We may still have the power struggle, but we can calmly hold to the decision we made together. “This is what we chose this morning, and so this is what we have. We can have that other thing tomorrow.” If it still isn’t going to work, well, we just don’t have a snack then. While we may have a tantrum today, we will be building skills to decrease tantrums tomorrow.
Provide a way to communicate
Since the ability to communicate emotions and feelings is at the center of this tantrum issue, let’s think about ways to help our kids communicate. You know where we’re heading with this. Children who can’t use words yet can use sign language. Children are good at learning to sign, and we provide a fun, easy way to learn those signs, even for babies. So consider having your children learn some sign language. At Signing Time, we have received story after story about little ones choosing to sign in difficult situations instead of melting down. Let’s give our kids a way to communicate in a safe and simple way.
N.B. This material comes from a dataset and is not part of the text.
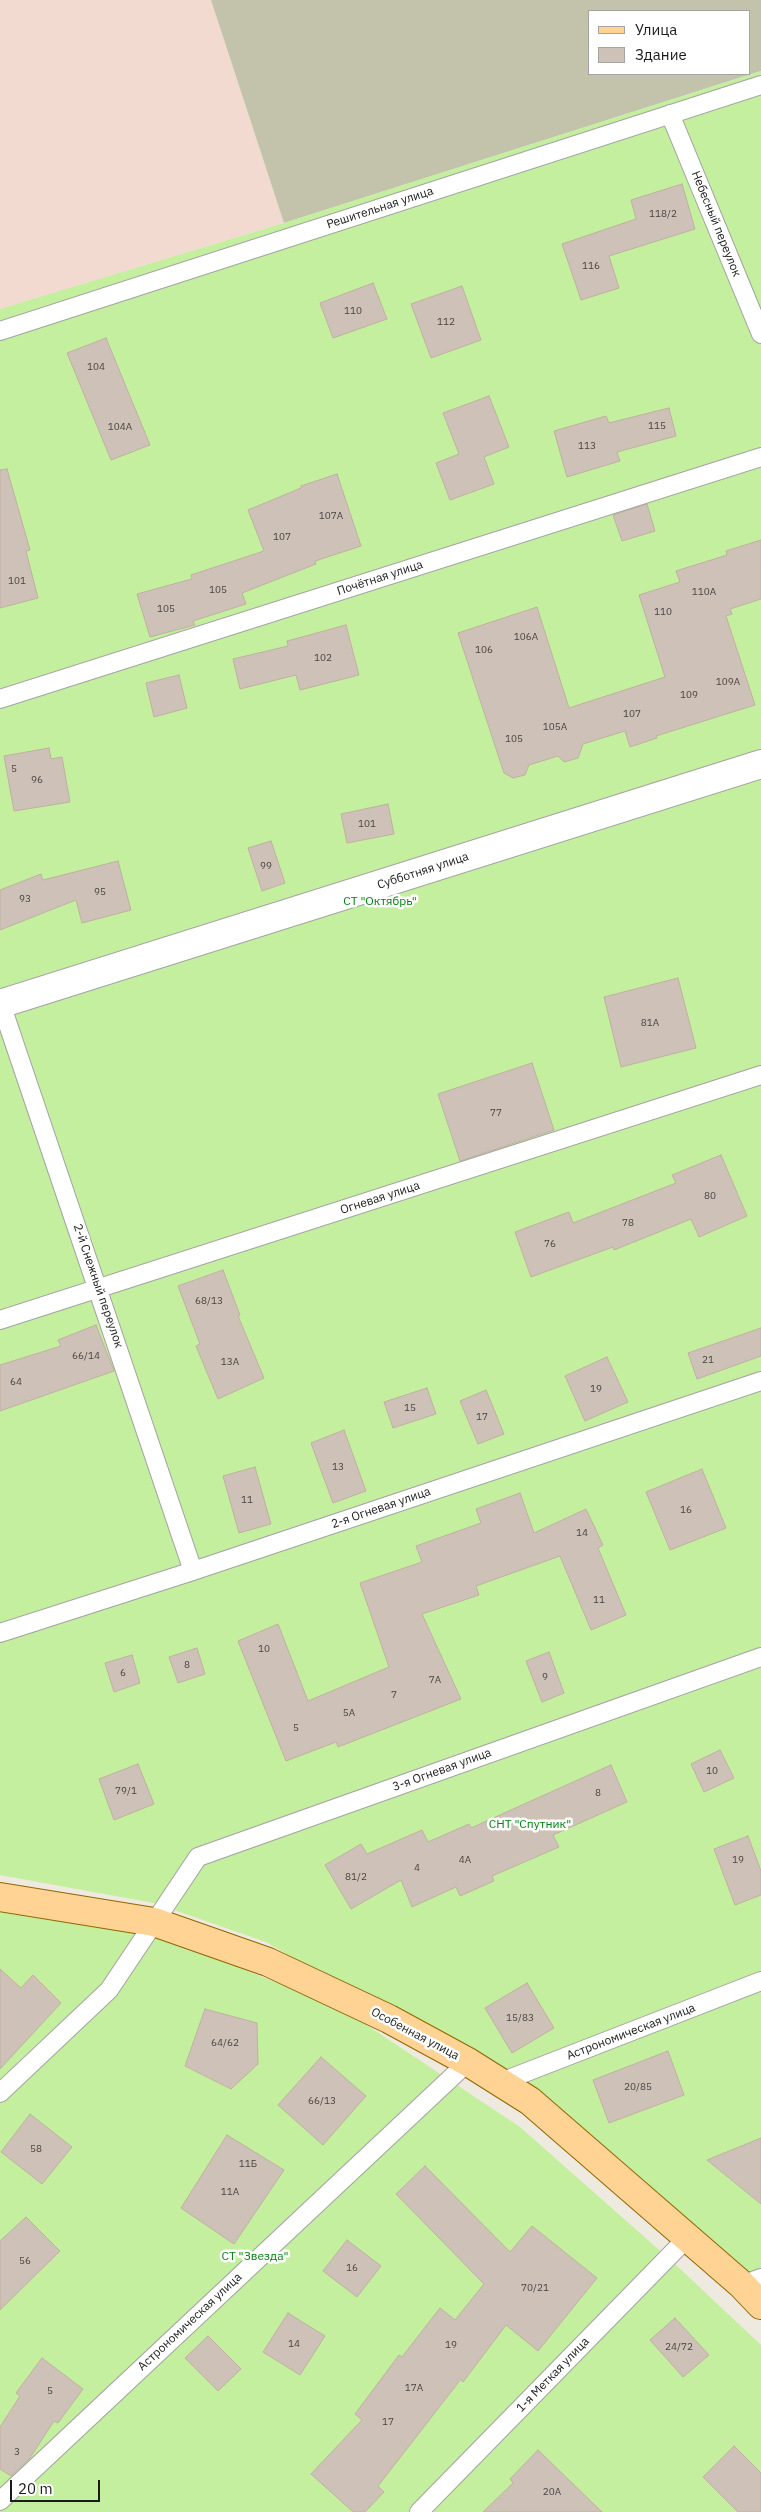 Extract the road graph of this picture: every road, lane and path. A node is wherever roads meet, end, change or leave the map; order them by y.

This is something we can help you with. Our award-winning sign language instruction shows are on our app, My Signing Time. And My Signing Time never has ads or distractions. Our shows help kids learn to sign in a fun and easy way. You can try it out for free for 14 days too!
And if you’re looking for additional free resources, check out our free Signing Time Dictionary. It’s full of easy-to-follow instructions for everyday signs that you can learn with your kids.
There is a lot more to say about understanding and managing tantrums, but these tips are a good place to start. Tantrums can be frustrating, but let’s keep supporting our kids to help them find a way to work through their feelings.